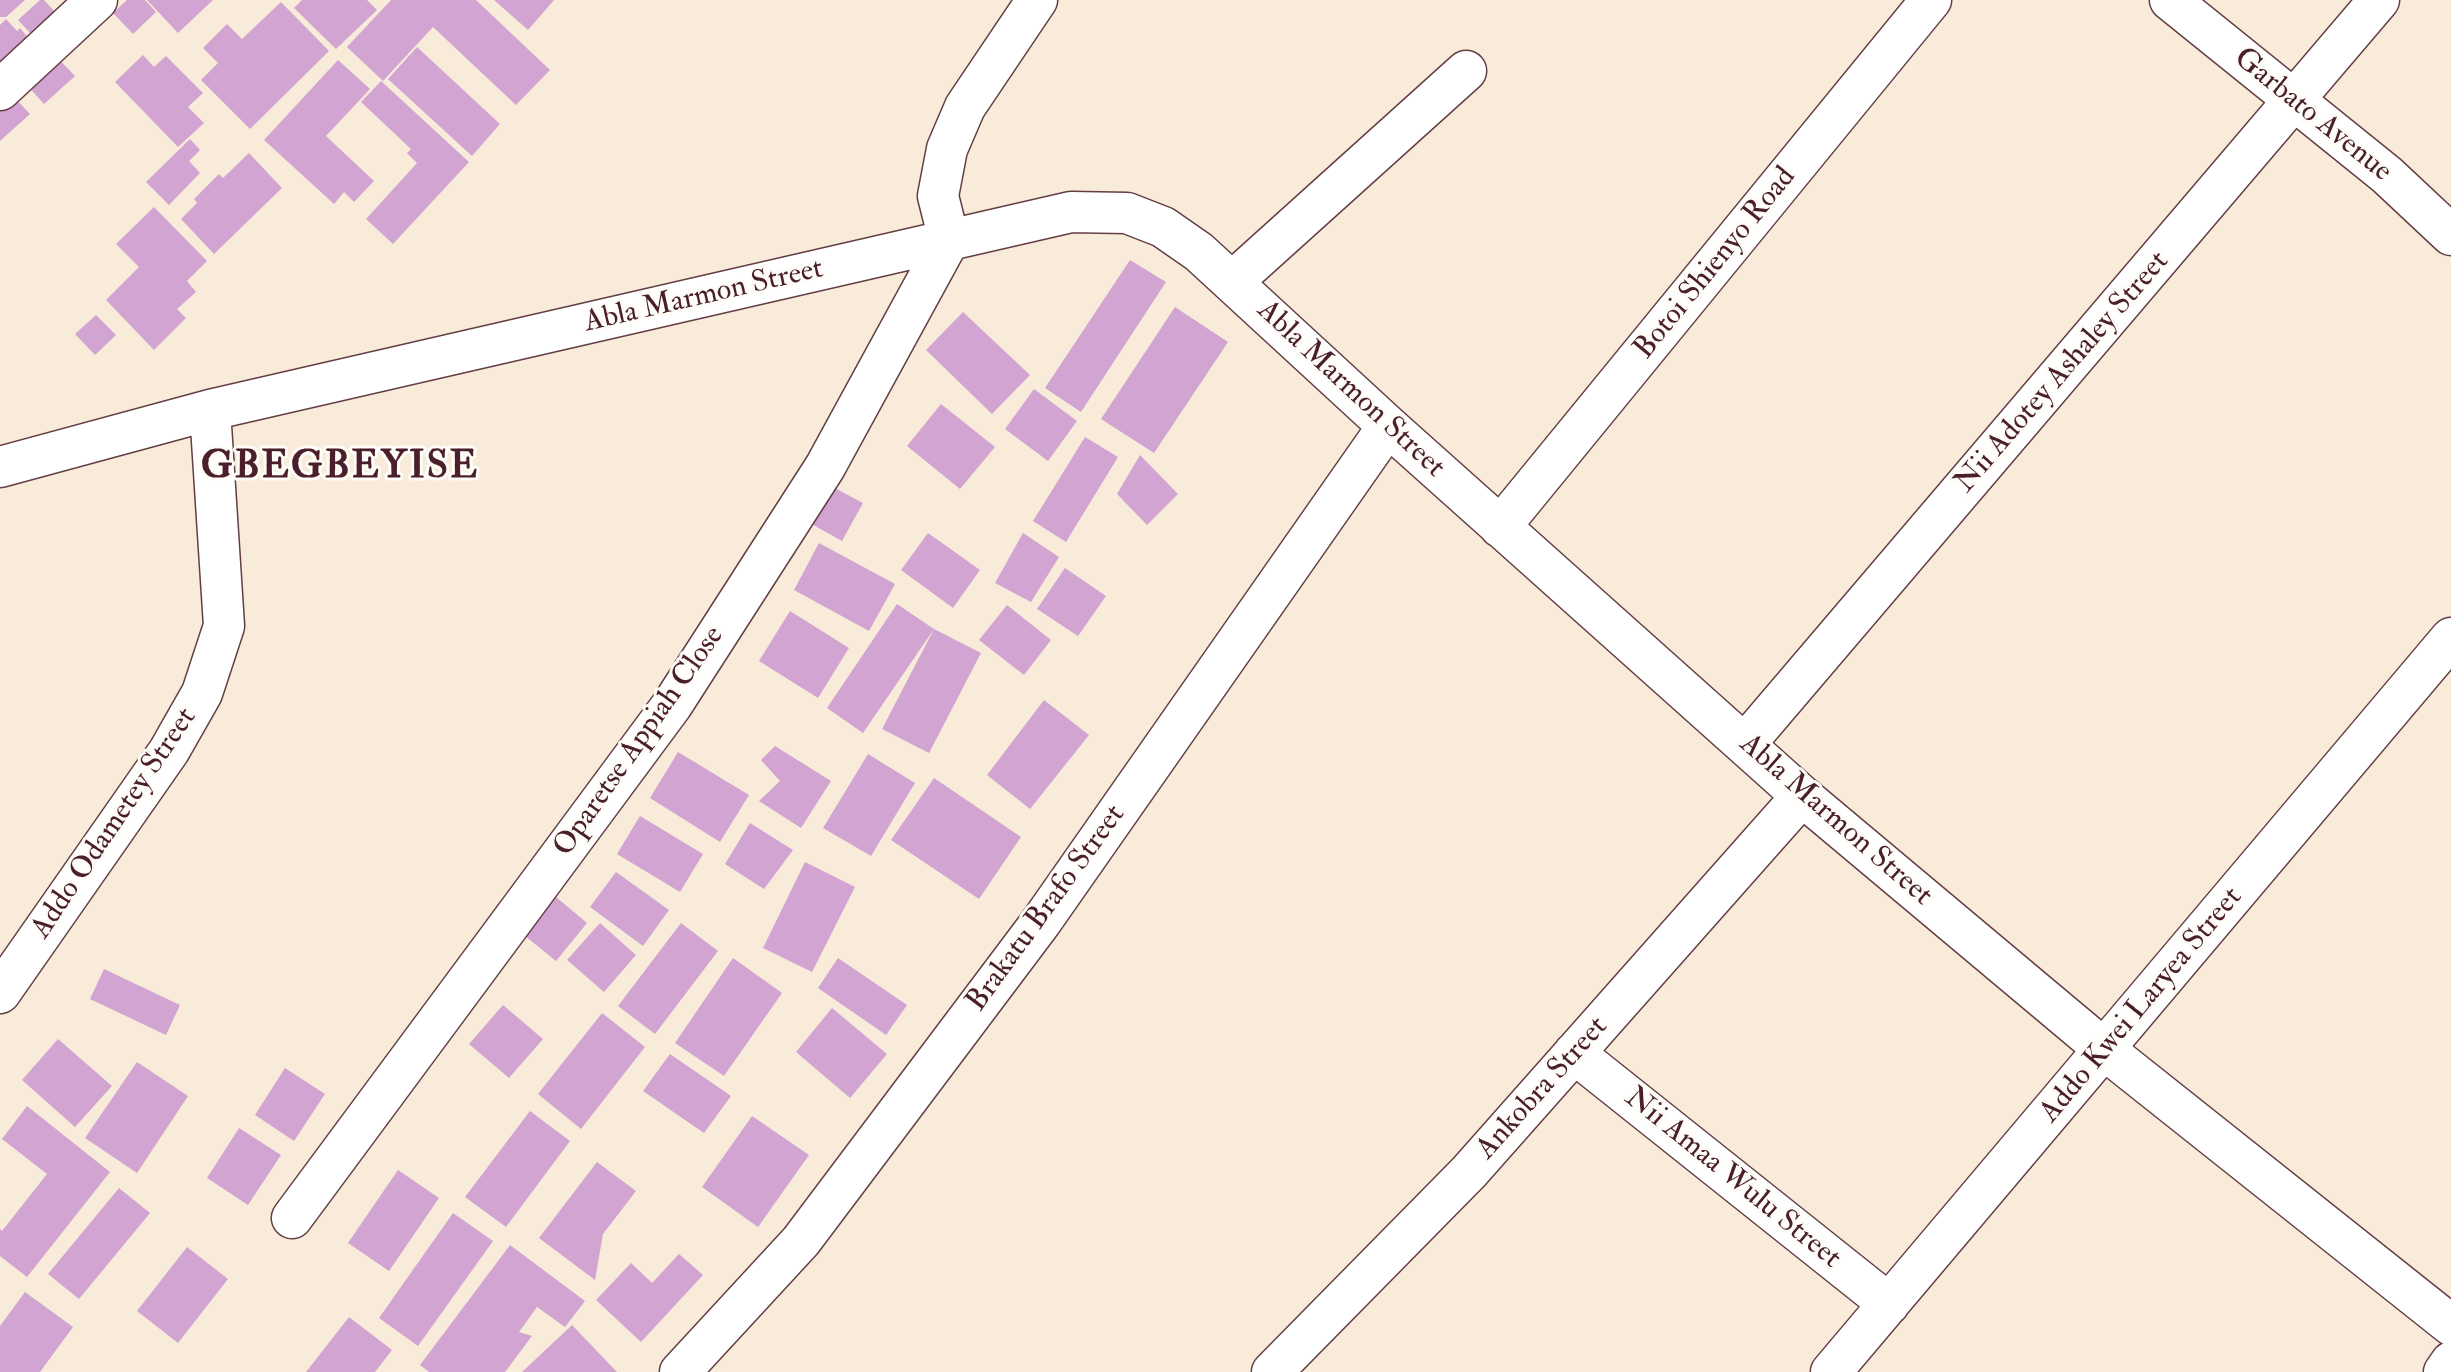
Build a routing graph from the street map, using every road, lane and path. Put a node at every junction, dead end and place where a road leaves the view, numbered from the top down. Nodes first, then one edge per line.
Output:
1 (97, 0) edge
2 (1037, 0) edge
3 (1931, 0) edge
4 (2170, 0) edge
5 (2379, 0) edge
6 (1466, 71) dead end
7 (0, 90) edge
8 (2295, 101) junction
9 (2451, 235) edge
10 (949, 240) junction
11 (1232, 282) junction
12 (210, 410) junction
13 (1388, 426) junction
14 (0, 467) edge
15 (1500, 527) junction
16 (2451, 638) edge
17 (1745, 744) junction
18 (1802, 796) junction
19 (0, 993) edge
20 (2105, 1050) junction
21 (1574, 1053) junction
22 (292, 1218) dead end
23 (1889, 1304) junction
24 (2451, 1325) edge
25 (2451, 1362) edge
26 (680, 1372) edge
27 (1272, 1372) edge
28 (1831, 1372) edge
29 (2444, 1372) edge

1 - 7 street
2 - 10 street
3 - 15 street, Botoi Shienyo Road
4 - 8 street, Garbato Avenue
5 - 8 street, Nii Adotey Ashaley Street
6 - 11 street
8 - 9 street, Garbato Avenue
8 - 17 street, Nii Adotey Ashaley Street
10 - 11 street, Abla Marmon Street
10 - 12 street, Abla Marmon Street
10 - 22 street, Oparetse Appiah Close
11 - 13 street, Abla Marmon Street
12 - 14 street, Abla Marmon Street
12 - 19 street, Addo Odametey Street
13 - 15 street, Abla Marmon Street
13 - 26 street, Brakatu Brafo Street
15 - 17 street, Abla Marmon Street
16 - 20 street, Addo Kwei Laryea Street
17 - 18 street, Abla Marmon Street
18 - 20 street, Abla Marmon Street
18 - 21 street, Ankobra Street
20 - 23 street, Addo Kwei Laryea Street
20 - 24 street, Abla Marmon Street
21 - 23 street, Nii Amaa Wulu Street
21 - 27 street, Ankobra Street
23 - 28 street, Addo Kwei Laryea Street
25 - 29 street

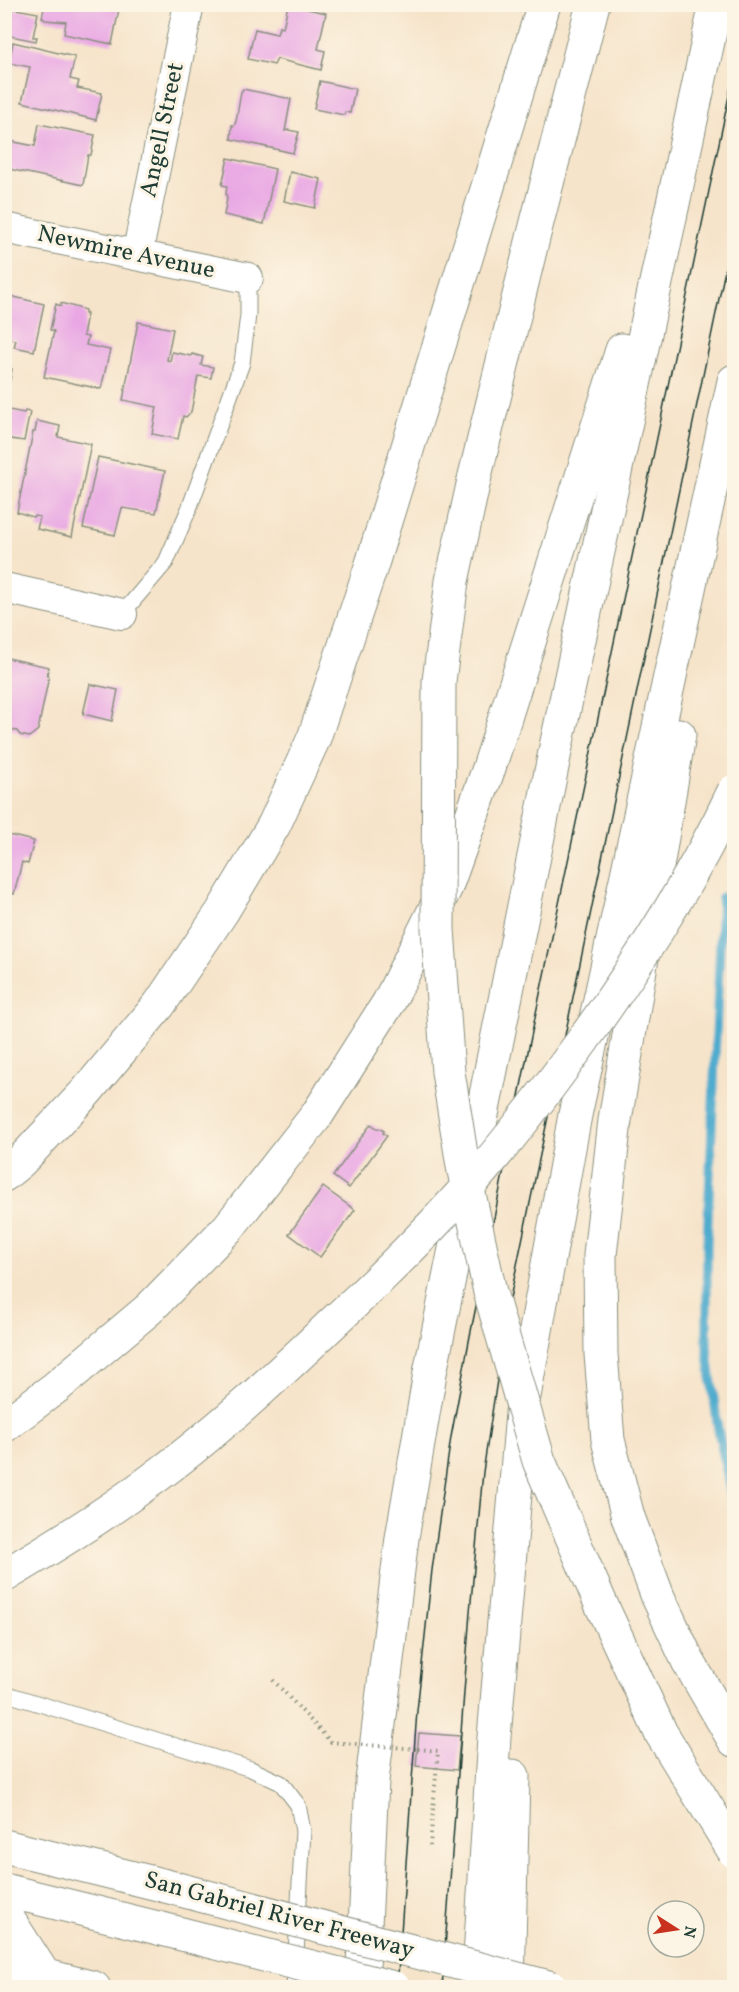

:::::

* What you will do *
Please output the material above unchanged, apart from removing the pictures.

* Exercise answer *
Build a routing graph from the street map, using every road, lane and path. Put a node at every junction, dead end and place where a road leaves the view, numbered from the top down. Nodes first, then one edge per line.
Output:
1 (97, 0) edge
2 (1037, 0) edge
3 (1931, 0) edge
4 (2170, 0) edge
5 (2379, 0) edge
6 (1466, 71) dead end
7 (0, 90) edge
8 (2295, 101) junction
9 (2451, 235) edge
10 (949, 240) junction
11 (1232, 282) junction
12 (210, 410) junction
13 (1388, 426) junction
14 (0, 467) edge
15 (1500, 527) junction
16 (2451, 638) edge
17 (1745, 744) junction
18 (1802, 796) junction
19 (0, 993) edge
20 (2105, 1050) junction
21 (1574, 1053) junction
22 (292, 1218) dead end
23 (1889, 1304) junction
24 (2451, 1325) edge
25 (2451, 1362) edge
26 (680, 1372) edge
27 (1272, 1372) edge
28 (1831, 1372) edge
29 (2444, 1372) edge

1 - 7 street
2 - 10 street
3 - 15 street, Botoi Shienyo Road
4 - 8 street, Garbato Avenue
5 - 8 street, Nii Adotey Ashaley Street
6 - 11 street
8 - 9 street, Garbato Avenue
8 - 17 street, Nii Adotey Ashaley Street
10 - 11 street, Abla Marmon Street
10 - 12 street, Abla Marmon Street
10 - 22 street, Oparetse Appiah Close
11 - 13 street, Abla Marmon Street
12 - 14 street, Abla Marmon Street
12 - 19 street, Addo Odametey Street
13 - 15 street, Abla Marmon Street
13 - 26 street, Brakatu Brafo Street
15 - 17 street, Abla Marmon Street
16 - 20 street, Addo Kwei Laryea Street
17 - 18 street, Abla Marmon Street
18 - 20 street, Abla Marmon Street
18 - 21 street, Ankobra Street
20 - 23 street, Addo Kwei Laryea Street
20 - 24 street, Abla Marmon Street
21 - 23 street, Nii Amaa Wulu Street
21 - 27 street, Ankobra Street
23 - 28 street, Addo Kwei Laryea Street
25 - 29 street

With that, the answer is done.